Everywhere you turn, there are families and children running from activity to activity, and complaining of lack of sleep. Participating in many groups, organizations, and activities can make a life fulfilling; I would argue any day of the week that all of my involvements over the years have shaped me into who I am, and have given me some of the best experiences of my life. But, I am also someone who has trouble saying, "No" (though I'm getting better at it). I want to do it all, and sometimes, it's simply too much.
If you find yourself waking up exhausted and spending your limited energy prying your eyes open, like I have done so many mornings, you may want to rethink your schedule. While I am mildly annoyed that my body requires so much sleep to feel rested and to function at its highest capacity, I admit, and believe, that it is important. If participating in more activities is getting in the way of your ability to rest, it is likely that you're not performing to your highest potential; and that just seems like a sad waste. (Check back later to read about my feelings on exploiting and exploring potential).
Rather than stretching yourself too thin, it is better to participate in a handful of activities that are most meaningful to you, and out of which you derive the most joy. "Take out the trash" as Dr.
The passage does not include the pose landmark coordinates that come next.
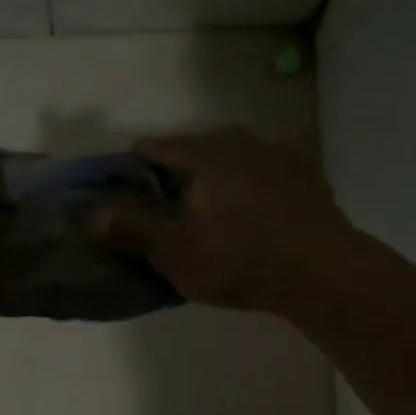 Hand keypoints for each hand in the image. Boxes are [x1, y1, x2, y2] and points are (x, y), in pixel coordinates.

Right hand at [95, 127, 352, 314]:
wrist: (321, 271)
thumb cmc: (238, 261)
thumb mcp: (175, 253)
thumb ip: (133, 230)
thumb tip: (94, 214)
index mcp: (204, 156)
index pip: (159, 147)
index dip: (138, 161)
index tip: (128, 177)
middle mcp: (241, 143)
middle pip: (199, 147)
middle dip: (181, 167)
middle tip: (170, 197)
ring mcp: (280, 155)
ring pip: (236, 156)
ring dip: (220, 172)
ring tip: (214, 202)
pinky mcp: (308, 175)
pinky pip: (268, 172)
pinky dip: (254, 184)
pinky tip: (256, 208) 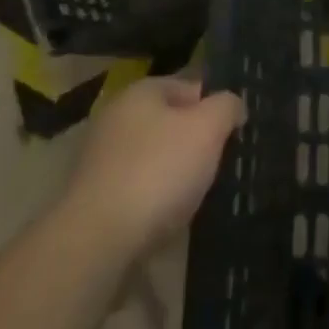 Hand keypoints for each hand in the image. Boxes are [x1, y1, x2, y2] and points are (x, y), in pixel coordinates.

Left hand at [59, 78, 245, 263]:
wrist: (97, 242)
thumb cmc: (158, 172)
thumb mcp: (207, 129)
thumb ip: (227, 107)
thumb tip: (233, 106)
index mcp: (140, 92)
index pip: (190, 87)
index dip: (216, 107)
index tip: (234, 135)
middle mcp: (115, 118)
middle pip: (171, 123)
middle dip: (196, 142)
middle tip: (220, 165)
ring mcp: (100, 159)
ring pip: (155, 157)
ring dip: (176, 173)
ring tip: (199, 195)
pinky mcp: (94, 198)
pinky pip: (138, 189)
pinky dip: (155, 199)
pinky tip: (170, 217) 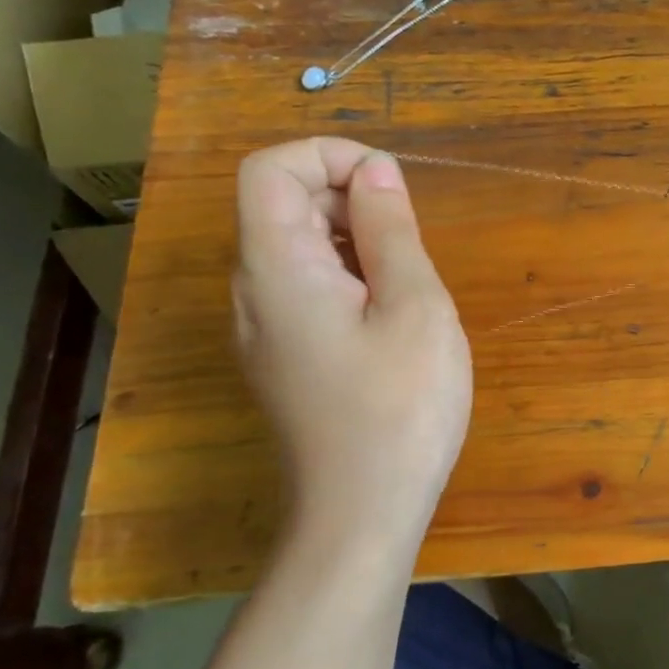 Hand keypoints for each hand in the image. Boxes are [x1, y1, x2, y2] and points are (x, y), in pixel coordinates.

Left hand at [232, 139, 471, 554]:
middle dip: (350, 199)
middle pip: (282, 205)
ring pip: (298, 249)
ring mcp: (264, 330)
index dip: (329, 155)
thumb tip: (375, 171)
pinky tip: (393, 319)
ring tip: (411, 284)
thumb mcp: (414, 307)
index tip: (392, 186)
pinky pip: (308, 290)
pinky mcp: (285, 359)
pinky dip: (351, 278)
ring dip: (356, 241)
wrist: (362, 513)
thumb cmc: (400, 406)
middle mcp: (253, 292)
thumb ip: (391, 231)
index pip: (270, 169)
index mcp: (276, 268)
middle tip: (414, 243)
Jarrod Spencer (Mind of the Athlete) said, when he lectured at Hamilton one night this past spring. This is an idea has stuck with me ever since his visit. It means, essentially, get rid of the extras. Clear out what isn't important to you. Then, you can spend your time and energy working to be the best you can be at the those things that mean the most to you. Not only will your mind be clearer and less stressed about everything else you have to do when you're doing one task, but you will be able to complete that task to a higher capacity and at a higher quality. The extra time gained from shaving off less important tasks here and there, can be reallocated to your most meaningful projects and to sleep to recover from all of the activity. It may feel odd that while you "got rid of" some activities, you do not have more free time. But, quantity of time available is not always the most important thing; quantity of time, how you use it, and what you create with it are arguably, even more important.
It's easier said than done, but try: ook at your life and determine what is "extra," and start living more rested, richer, fuller lives.